# [PROBLEM]
Pull out from the material below all lines with "that".

# [DATA EXTRACT]
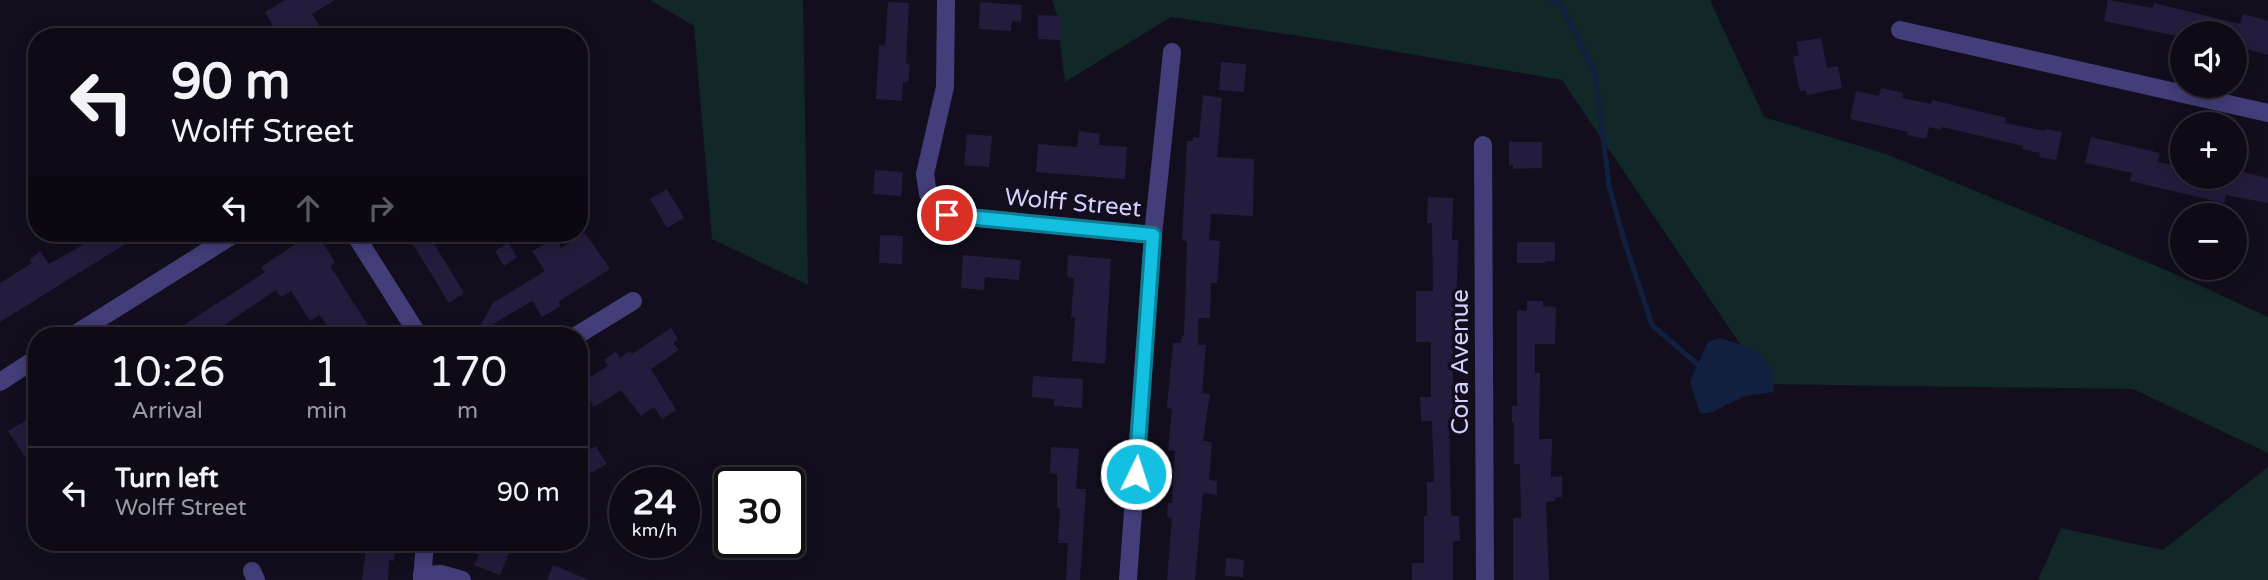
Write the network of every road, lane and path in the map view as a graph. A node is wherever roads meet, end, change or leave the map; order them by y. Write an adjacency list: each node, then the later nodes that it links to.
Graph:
1 (946, 0): 6 (street, Wolff Street)
2 (1900, 30): 4 (street)
3 (1172, 52): 6 (street)
4 (2268, 113)
5 (1483, 145): 19 (street, Cora Avenue)
6 (1153, 235): 18 (street)
7 (222, 242): 10 (street)
8 (360, 242): 11 (street)
9 (633, 301): 12 (street)
10 (86, 327)
11 (413, 327)
12 (588, 329)
13 (28, 364): 14 (street)
14 (0, 382)
15 (424, 551): 16 (street)
16 (422, 578): 17 (street)
17 (461, 580)
18 (1128, 580)
19 (1485, 580)

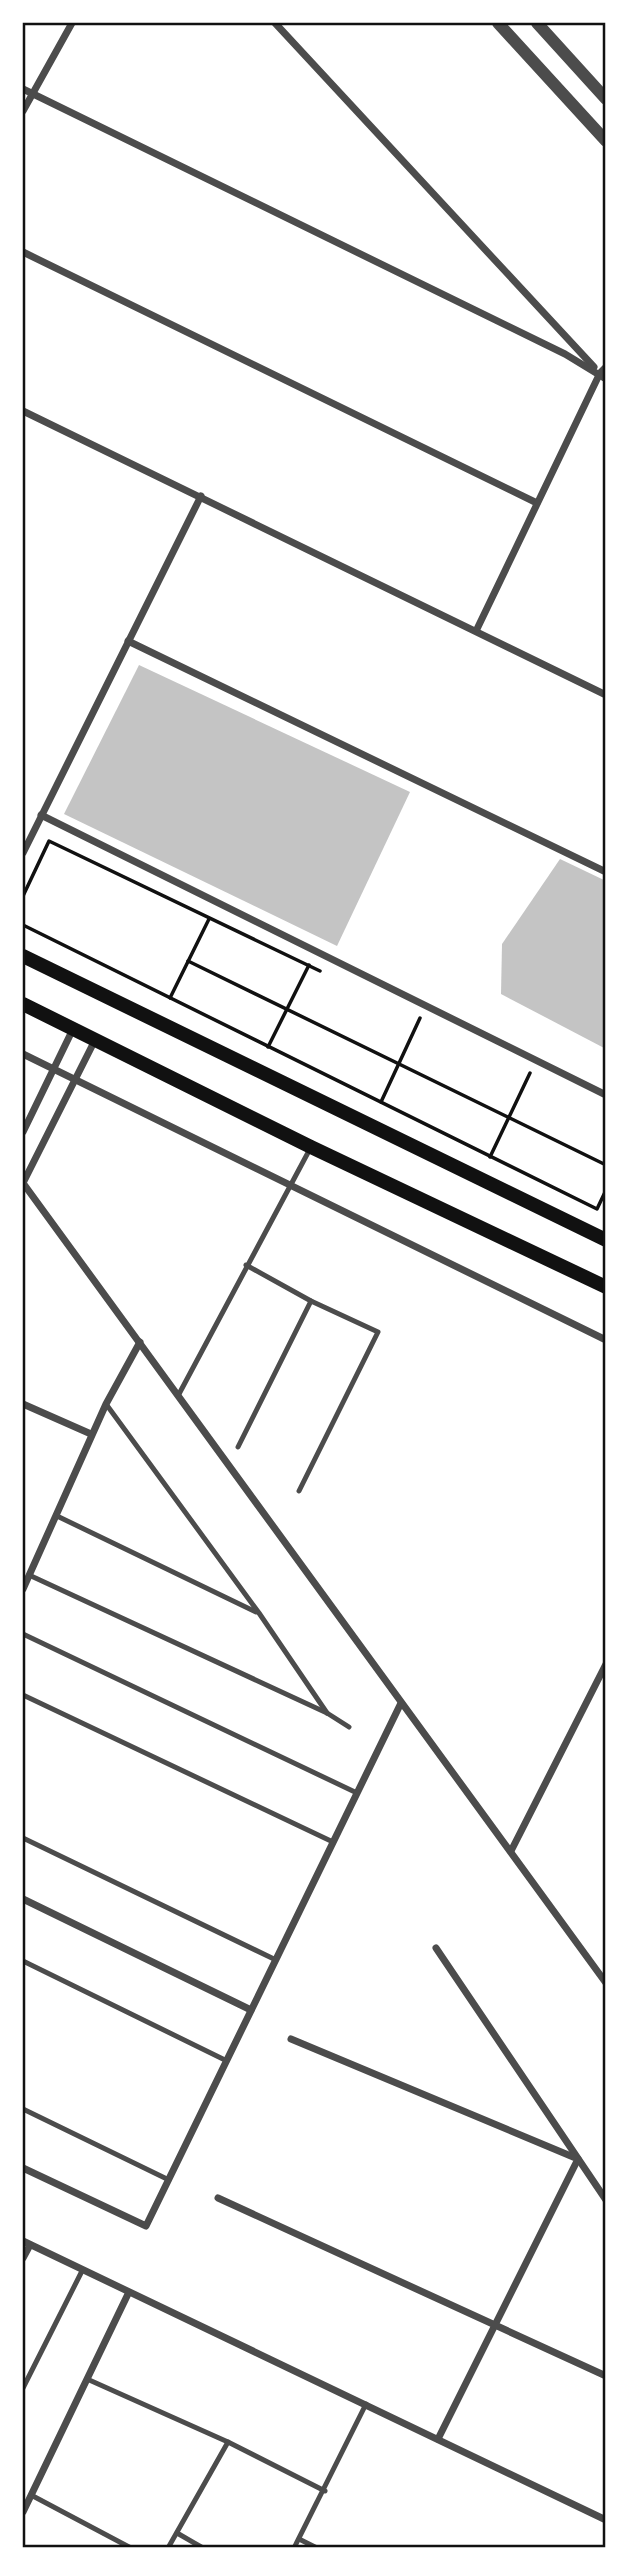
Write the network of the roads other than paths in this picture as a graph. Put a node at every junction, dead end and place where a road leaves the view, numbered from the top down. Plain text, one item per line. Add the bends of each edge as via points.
1 (72, 23) edge
2 (275, 23) edge
3 (498, 23) edge
4 (537, 23) edge
5 (23, 89) edge
6 (31, 93) junction
7 (606, 99) edge
8 (23, 111) edge
9 (606, 141) edge
10 (23, 252) edge
11 (606, 367) edge
12 (600, 373) junction
13 (606, 379) edge
14 (23, 411) edge
15 (201, 496) junction
16 (537, 503) junction
17 (477, 629) junction
18 (128, 641) junction
19 (606, 695) edge
20 (41, 816) junction
21 (23, 853) edge
22 (606, 872) edge
23 (23, 956) edge
24 (23, 1004) edge
25 (73, 1029) junction
26 (96, 1040) junction
27 (23, 1054) edge
28 (53, 1069) junction
29 (73, 1079) junction
30 (606, 1095) edge
31 (23, 1132) edge
32 (311, 1147) junction
33 (23, 1183) edge
34 (288, 1184) junction
35 (606, 1240) edge
36 (246, 1265) junction
37 (606, 1287) edge
38 (312, 1301) junction
39 (606, 1340) edge
40 (140, 1342) junction
41 (179, 1394) junction
42 (23, 1404) edge
43 (106, 1404) junction
44 (92, 1434) junction
45 (237, 1447) dead end
46 (299, 1491) dead end
47 (57, 1516) junction
48 (29, 1575) junction
49 (23, 1589) edge
50 (259, 1614) junction
51 (23, 1634) edge
52 (606, 1664) edge
53 (23, 1695) edge
54 (401, 1703) junction
55 (327, 1713) junction
56 (349, 1727) dead end
57 (357, 1793) junction
58 (23, 1838) edge
59 (333, 1842) junction
60 (511, 1851) junction
61 (23, 1899) edge
62 (436, 1948) dead end
63 (276, 1959) junction
64 (23, 1961) edge
65 (606, 1983) edge
66 (251, 2010) junction
67 (291, 2039) dead end
68 (227, 2061) junction
69 (23, 2109) edge
70 (578, 2159) junction
71 (23, 2168) edge
72 (169, 2180) junction
73 (218, 2198) dead end
74 (606, 2200) edge
75 (26, 2243) edge
76 (23, 2258) edge
77 (82, 2272) junction
78 (128, 2294) junction
79 (495, 2325) junction
80 (606, 2376) edge
81 (87, 2379) junction
82 (23, 2388) edge
83 (366, 2404) junction
84 (438, 2439) junction
85 (228, 2442) junction
86 (325, 2491) junction
87 (31, 2496) junction
88 (23, 2512) edge
89 (606, 2519) edge
90 (177, 2533) junction
91 (299, 2539) junction
92 (131, 2548) edge
93 (168, 2548) edge
94 (203, 2548) edge
95 (294, 2548) edge
96 (317, 2548) edge

1 - 6 street
2 - 12 street
3 - 9 street
4 - 7 street
5 - 6 street
6 - 8 street
6 - 12 street
10 - 16 street
11 - 12 street
12 - 13 street
12 - 16 street
14 - 15 street
15 - 17 street
15 - 18 street
16 - 17 street
17 - 19 street
18 - 20 street
18 - 22 street
20 - 21 street
20 - 30 street
23 - 35 main road
24 - 25 main road
25 - 26 main road
25 - 28 street
26 - 29 street
26 - 32 main road
27 - 28 street
28 - 29 street
28 - 31 street
29 - 33 street
29 - 34 street
32 - 34 lane
32 - 37 main road
33 - 40 street
34 - 36 lane
34 - 39 street
36 - 38 lane
36 - 41 lane
38 - 45 lane
38 - 46 lane via 378,1332
40 - 41 street
40 - 43 street
41 - 54 street
42 - 44 street
43 - 44 street
43 - 50 lane
44 - 47 street
47 - 48 street
47 - 50 lane
48 - 49 street
48 - 55 lane
50 - 55 lane
51 - 57 lane
52 - 60 street
53 - 59 lane
54 - 57 street
54 - 60 street
55 - 56 lane
57 - 59 street
58 - 63 lane
59 - 63 street
60 - 65 street
61 - 66 street
62 - 70 street
63 - 66 street
64 - 68 lane
66 - 68 street
67 - 70 street
68 - 72 street
69 - 72 lane
70 - 74 street
70 - 79 street
71 - 72 street via 146,2226
73 - 79 street
75 - 76 street
75 - 77 street
77 - 78 street
77 - 82 lane
78 - 81 street
78 - 83 street
79 - 80 street
79 - 84 street
81 - 85 lane
81 - 87 street
83 - 84 street
83 - 86 lane
84 - 89 street
85 - 86 lane
85 - 90 lane
86 - 91 lane
87 - 88 street
87 - 92 lane
90 - 93 lane
90 - 94 lane
91 - 95 lane
91 - 96 lane

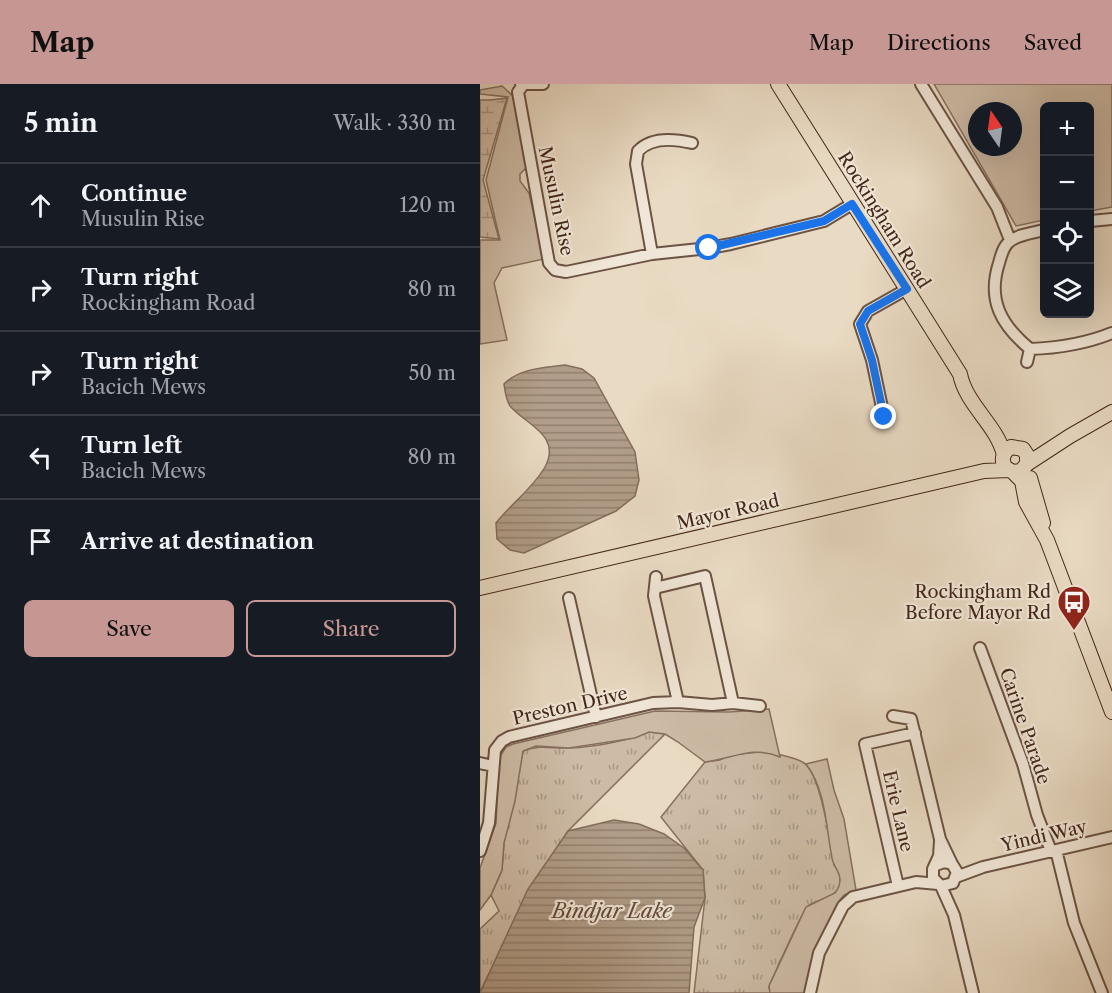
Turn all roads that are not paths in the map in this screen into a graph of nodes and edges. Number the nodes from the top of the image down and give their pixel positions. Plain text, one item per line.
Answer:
1 (543, 84) edge
2 (522, 85) edge
3 (781, 85) edge
4 (923, 85) edge
5 (692, 143) dead end
6 (852, 204) junction
7 (1112, 219) edge
8 (1094, 221) edge
9 (1040, 231) edge
10 (1010, 240) junction
11 (652, 254) junction
12 (907, 289) junction
13 (1112, 333) edge
14 (1030, 349) junction
15 (1027, 362) dead end
16 (1112, 412) edge
17 (884, 417) dead end
18 (1070, 436) junction
19 (1011, 458) junction
20 (1027, 465) junction
21 (1047, 540) junction
22 (480, 588) edge
23 (569, 598) dead end
24 (980, 648) dead end
25 (678, 702) junction
26 (733, 703) junction
27 (760, 706) dead end
28 (1112, 712) edge
29 (893, 716) dead end
30 (596, 717) junction
31 (915, 733) junction
32 (480, 763) edge
33 (493, 766) junction
34 (1036, 815) junction
35 (1112, 837) edge
36 (940, 839) junction
37 (1054, 850) junction
38 (480, 851) edge
39 (1039, 854) junction
40 (934, 867) junction
41 (949, 877) junction
42 (916, 882) junction
43 (898, 886) junction
44 (810, 993) edge
45 (973, 993) edge
46 (1102, 993) edge

1 - 2 street
2 - 11 street, Musulin Rise
3 - 6 main road, Rockingham Road
4 - 10 street
5 - 11 street
6 - 11 street, Musulin Rise
6 - 12 main road, Rockingham Road
7 - 8 street
9 - 10 street
10 - 14 street
12 - 17 street
12 - 19 main road, Rockingham Road
13 - 14 street
14 - 15 street
16 - 18 main road
18 - 19 main road
18 - 20 main road
19 - 20 main road, Rockingham Road
19 - 21 main road, Rockingham Road
19 - 22 main road, Mayor Road
20 - 21 main road, Rockingham Road
21 - 28 main road, Rockingham Road
23 - 30 street
24 - 34 street, Carine Parade
25 - 26 street, Preston Drive
25 - 26 street
25 - 30 street, Preston Drive
26 - 27 street, Preston Drive
29 - 31 street
30 - 33 street, Preston Drive
31 - 36 street
31 - 43 street, Erie Lane
32 - 33 street
33 - 38 street, Preston Drive
34 - 37 street, Carine Parade
34 - 39 street, Carine Parade
35 - 37 street, Yindi Way
36 - 40 street
36 - 41 street
37 - 39 street, Yindi Way
37 - 46 street, Carine Parade
39 - 41 street, Yindi Way
40 - 41 street, Yindi Way
40 - 41 street
40 - 42 street, Yindi Way
41 - 42 street, Yindi Way
41 - 45 street
42 - 43 street, Yindi Way
43 - 44 street, Yindi Way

# [SOLUTION FOR THIS EXERCISE]
Write the network of every road, lane and path in the map view as a graph. A node is wherever roads meet, end, change or leave the map; order them by y. Write an adjacency list: each node, then the later nodes that it links to.
Turn all roads that are not paths in the map in this screen into a graph of nodes and edges. Number the nodes from the top of the image down and give their pixel positions. Plain text, one item per line.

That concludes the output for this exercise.